NV Storage
Zigbee devices must survive power cycles and reboots without losing their
network membership, keys, or application state. The zigbee-runtime crate
defines a NvStorage trait that platform backends implement using their
specific flash, EEPROM, or NVS hardware.
The NvStorage Trait
The NvStorage trait lives in zigbee_runtime::nv_storage and provides six
methods:
#![allow(unused)]
fn main() {
pub trait NvStorage {
/// Read an item from NV storage.
/// Returns the number of bytes read into `buf`.
fn read(&self, id: NvItemId, buf: &mut [u8]) -> Result<usize, NvError>;
/// Write an item to NV storage.
fn write(&mut self, id: NvItemId, data: &[u8]) -> Result<(), NvError>;
/// Delete an item from NV storage.
fn delete(&mut self, id: NvItemId) -> Result<(), NvError>;
/// Check if an item exists.
fn exists(&self, id: NvItemId) -> bool;
/// Get the length of a stored item.
fn item_length(&self, id: NvItemId) -> Result<usize, NvError>;
/// Compact/defragment the storage (if applicable).
fn compact(&mut self) -> Result<(), NvError>;
}
}All methods are synchronous — flash writes on embedded targets are typically
blocking and complete in microseconds to low milliseconds.

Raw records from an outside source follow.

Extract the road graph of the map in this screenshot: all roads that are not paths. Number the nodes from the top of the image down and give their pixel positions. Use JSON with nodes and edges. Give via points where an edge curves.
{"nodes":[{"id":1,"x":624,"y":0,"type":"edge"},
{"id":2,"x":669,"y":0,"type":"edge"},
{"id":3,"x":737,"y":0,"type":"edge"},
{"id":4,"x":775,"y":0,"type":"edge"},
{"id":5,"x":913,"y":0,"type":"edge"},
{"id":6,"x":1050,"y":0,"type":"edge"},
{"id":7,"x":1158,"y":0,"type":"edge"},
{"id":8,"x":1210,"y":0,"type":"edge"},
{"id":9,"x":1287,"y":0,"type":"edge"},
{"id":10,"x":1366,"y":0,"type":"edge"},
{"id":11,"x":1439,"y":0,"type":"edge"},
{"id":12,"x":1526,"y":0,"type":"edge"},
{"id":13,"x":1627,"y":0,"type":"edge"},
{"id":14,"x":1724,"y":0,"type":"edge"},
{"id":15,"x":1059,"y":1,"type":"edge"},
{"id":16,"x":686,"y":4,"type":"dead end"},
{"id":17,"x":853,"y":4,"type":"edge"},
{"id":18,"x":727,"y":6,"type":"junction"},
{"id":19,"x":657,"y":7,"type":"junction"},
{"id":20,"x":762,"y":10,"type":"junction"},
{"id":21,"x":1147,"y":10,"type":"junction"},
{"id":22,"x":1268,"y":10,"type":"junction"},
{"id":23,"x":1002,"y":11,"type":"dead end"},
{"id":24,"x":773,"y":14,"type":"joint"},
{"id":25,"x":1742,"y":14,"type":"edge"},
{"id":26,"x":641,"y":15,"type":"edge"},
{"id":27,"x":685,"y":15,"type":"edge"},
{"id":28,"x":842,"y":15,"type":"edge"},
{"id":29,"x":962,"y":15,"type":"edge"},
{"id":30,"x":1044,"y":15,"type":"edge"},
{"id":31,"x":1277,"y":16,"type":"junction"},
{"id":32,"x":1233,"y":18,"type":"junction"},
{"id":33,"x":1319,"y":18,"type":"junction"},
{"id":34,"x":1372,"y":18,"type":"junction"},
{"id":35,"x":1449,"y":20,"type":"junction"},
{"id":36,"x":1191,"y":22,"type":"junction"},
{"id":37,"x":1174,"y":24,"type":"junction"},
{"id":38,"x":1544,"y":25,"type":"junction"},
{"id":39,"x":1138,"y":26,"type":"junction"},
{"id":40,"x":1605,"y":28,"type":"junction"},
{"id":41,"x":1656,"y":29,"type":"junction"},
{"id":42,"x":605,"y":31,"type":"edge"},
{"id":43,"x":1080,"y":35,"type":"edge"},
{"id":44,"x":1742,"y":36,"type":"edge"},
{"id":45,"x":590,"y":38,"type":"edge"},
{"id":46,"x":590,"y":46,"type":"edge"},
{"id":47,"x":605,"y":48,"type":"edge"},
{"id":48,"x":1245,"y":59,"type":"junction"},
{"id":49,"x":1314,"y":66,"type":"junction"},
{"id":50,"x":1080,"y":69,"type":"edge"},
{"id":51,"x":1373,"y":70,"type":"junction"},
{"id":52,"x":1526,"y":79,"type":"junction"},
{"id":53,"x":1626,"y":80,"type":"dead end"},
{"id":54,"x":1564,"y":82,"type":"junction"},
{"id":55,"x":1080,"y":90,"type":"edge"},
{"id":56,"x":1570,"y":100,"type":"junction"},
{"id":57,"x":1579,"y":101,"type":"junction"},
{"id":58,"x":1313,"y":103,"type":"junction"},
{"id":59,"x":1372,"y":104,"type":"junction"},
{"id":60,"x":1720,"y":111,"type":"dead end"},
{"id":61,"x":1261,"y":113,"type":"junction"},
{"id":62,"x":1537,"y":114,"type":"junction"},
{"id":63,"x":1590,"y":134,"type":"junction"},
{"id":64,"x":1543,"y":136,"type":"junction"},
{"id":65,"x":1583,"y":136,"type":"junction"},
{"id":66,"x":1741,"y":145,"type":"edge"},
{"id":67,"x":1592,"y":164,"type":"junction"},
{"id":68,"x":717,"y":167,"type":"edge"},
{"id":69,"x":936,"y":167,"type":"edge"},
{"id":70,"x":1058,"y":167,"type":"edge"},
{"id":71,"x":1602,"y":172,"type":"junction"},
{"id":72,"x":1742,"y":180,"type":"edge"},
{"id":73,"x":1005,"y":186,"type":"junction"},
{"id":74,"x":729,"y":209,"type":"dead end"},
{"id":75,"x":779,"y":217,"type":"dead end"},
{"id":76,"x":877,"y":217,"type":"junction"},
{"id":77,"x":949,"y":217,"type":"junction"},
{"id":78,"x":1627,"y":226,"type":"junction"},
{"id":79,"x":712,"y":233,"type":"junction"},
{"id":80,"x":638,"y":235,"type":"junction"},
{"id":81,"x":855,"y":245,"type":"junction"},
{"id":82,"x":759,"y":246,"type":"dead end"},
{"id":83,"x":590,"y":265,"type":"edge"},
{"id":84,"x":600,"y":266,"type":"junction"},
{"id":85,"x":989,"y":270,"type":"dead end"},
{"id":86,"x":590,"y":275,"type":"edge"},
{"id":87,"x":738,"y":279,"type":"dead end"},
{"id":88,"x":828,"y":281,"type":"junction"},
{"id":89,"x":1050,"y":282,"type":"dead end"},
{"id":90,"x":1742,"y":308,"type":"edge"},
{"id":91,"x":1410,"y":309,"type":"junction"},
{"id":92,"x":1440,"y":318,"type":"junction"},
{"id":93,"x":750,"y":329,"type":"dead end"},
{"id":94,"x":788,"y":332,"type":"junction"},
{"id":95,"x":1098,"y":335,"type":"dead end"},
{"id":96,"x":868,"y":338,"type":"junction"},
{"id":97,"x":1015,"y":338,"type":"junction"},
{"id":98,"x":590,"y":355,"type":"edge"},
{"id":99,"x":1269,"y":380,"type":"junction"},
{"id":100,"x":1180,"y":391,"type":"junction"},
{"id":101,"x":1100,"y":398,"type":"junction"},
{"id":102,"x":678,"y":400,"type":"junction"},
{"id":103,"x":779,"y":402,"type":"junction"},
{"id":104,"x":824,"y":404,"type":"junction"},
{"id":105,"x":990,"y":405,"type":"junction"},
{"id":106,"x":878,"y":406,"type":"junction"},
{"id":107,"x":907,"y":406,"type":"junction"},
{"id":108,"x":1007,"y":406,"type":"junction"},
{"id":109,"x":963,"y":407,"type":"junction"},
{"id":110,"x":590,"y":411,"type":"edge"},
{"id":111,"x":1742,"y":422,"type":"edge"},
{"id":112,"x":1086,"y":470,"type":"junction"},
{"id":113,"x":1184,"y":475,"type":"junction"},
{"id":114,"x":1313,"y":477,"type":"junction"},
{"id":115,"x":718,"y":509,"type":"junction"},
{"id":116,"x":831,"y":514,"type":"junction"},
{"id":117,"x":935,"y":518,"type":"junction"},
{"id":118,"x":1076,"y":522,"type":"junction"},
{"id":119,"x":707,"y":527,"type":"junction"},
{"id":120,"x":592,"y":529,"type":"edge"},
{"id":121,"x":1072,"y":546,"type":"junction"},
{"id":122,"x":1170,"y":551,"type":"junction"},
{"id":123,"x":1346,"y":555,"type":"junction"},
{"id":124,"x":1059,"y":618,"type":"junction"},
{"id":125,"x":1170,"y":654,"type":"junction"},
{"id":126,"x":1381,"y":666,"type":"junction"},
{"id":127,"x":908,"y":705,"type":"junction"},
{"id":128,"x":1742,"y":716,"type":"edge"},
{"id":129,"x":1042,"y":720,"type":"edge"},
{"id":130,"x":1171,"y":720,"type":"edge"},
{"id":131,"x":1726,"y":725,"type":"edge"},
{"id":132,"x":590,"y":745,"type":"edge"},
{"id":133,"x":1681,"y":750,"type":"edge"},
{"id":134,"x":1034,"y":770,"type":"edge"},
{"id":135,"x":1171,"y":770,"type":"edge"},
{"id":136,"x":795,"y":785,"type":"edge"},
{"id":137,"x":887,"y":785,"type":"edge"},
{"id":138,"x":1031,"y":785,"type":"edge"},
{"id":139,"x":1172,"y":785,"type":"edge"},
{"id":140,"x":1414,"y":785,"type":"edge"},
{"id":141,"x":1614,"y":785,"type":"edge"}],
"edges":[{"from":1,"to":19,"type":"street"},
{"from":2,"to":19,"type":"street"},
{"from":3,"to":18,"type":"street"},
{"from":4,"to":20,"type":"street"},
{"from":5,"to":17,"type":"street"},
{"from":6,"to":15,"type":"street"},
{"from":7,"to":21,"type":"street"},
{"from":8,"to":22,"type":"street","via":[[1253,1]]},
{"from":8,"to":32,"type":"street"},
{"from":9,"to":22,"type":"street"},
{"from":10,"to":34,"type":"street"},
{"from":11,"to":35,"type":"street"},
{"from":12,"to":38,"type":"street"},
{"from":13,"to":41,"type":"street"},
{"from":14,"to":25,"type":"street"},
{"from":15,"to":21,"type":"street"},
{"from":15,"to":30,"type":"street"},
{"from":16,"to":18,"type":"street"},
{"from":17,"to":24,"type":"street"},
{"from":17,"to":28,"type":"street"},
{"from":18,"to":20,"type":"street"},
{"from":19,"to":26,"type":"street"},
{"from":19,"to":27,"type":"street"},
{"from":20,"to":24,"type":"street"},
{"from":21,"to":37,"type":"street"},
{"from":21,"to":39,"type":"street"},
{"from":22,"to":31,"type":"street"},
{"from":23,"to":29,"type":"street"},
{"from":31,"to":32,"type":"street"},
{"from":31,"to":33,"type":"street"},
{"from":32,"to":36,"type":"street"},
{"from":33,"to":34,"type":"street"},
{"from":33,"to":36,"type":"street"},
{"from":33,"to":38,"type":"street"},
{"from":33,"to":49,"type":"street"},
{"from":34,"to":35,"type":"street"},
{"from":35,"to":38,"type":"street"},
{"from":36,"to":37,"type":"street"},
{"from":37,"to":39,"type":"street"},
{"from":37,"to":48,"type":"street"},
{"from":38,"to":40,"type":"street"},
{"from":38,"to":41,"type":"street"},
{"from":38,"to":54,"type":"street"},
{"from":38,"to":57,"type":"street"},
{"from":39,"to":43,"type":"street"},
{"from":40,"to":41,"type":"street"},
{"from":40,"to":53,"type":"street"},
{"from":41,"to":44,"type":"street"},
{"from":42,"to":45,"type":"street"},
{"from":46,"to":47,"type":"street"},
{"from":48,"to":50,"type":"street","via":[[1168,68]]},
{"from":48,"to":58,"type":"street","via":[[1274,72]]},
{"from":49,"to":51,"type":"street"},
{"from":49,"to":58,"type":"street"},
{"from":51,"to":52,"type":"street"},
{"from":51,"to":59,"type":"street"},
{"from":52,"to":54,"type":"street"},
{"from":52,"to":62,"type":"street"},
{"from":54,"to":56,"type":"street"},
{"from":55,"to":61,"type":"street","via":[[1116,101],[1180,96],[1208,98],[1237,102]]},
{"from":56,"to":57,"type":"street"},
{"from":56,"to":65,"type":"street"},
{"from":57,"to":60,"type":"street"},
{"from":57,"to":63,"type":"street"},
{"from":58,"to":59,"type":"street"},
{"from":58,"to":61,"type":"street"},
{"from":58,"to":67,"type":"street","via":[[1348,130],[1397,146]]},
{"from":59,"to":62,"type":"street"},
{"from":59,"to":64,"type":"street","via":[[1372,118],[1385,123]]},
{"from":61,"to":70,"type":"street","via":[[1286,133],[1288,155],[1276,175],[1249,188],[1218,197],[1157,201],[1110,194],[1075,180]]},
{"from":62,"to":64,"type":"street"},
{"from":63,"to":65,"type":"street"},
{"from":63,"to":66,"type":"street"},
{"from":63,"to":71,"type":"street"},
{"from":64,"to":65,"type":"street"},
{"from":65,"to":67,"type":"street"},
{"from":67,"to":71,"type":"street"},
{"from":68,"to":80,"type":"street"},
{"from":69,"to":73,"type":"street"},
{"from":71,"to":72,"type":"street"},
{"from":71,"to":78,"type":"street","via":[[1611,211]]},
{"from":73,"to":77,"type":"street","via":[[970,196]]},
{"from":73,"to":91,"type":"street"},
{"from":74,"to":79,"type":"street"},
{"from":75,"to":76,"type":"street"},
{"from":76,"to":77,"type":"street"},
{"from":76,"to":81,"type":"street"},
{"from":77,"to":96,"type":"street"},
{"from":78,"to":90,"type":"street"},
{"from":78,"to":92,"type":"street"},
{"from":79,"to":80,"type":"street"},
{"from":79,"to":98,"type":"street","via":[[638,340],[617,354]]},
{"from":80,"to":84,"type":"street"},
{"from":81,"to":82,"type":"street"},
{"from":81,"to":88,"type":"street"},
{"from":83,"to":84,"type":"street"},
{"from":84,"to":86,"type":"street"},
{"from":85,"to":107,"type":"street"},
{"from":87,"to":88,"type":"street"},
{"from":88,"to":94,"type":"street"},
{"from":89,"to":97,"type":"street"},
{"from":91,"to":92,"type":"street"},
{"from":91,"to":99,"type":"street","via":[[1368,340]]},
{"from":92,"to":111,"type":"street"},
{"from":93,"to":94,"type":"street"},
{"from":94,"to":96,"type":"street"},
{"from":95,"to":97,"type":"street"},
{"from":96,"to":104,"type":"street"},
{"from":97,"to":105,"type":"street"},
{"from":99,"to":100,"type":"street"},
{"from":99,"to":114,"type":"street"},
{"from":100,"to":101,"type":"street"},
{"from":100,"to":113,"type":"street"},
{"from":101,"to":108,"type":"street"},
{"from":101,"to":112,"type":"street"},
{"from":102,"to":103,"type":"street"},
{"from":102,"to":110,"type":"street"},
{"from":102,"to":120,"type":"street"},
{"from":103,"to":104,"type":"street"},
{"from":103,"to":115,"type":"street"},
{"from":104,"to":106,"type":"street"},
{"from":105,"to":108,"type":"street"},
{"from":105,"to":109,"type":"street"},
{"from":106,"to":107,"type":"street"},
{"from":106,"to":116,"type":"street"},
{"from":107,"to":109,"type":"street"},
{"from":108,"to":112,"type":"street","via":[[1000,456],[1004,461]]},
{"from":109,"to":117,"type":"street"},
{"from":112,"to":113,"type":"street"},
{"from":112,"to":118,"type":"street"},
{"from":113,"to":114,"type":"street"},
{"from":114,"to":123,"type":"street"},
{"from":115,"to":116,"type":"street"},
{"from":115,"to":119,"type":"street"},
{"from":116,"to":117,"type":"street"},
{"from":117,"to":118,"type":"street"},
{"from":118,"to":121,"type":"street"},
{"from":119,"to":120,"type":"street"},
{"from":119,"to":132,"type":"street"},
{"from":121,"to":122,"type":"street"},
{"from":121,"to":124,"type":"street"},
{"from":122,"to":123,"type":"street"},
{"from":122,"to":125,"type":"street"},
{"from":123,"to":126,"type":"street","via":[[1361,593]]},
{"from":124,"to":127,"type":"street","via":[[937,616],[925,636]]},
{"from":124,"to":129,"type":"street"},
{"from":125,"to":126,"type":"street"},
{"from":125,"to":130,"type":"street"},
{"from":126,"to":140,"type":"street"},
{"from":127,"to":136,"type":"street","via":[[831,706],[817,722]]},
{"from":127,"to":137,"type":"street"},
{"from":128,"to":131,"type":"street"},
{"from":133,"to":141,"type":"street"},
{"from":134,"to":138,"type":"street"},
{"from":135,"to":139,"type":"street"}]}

The trait does not
require alloc; buffers are caller-provided.
NvError
#![allow(unused)]
fn main() {
pub enum NvError {
NotFound, // Item does not exist
Full, // Storage is full — call compact() or free items
BufferTooSmall, // Caller buffer too small for the stored item
HardwareError, // Flash/EEPROM write or erase failed
Corrupt, // CRC or consistency check failed
}
}NvItemId — What Gets Persisted
Every stored item is identified by an NvItemId, a #[repr(u16)] enum.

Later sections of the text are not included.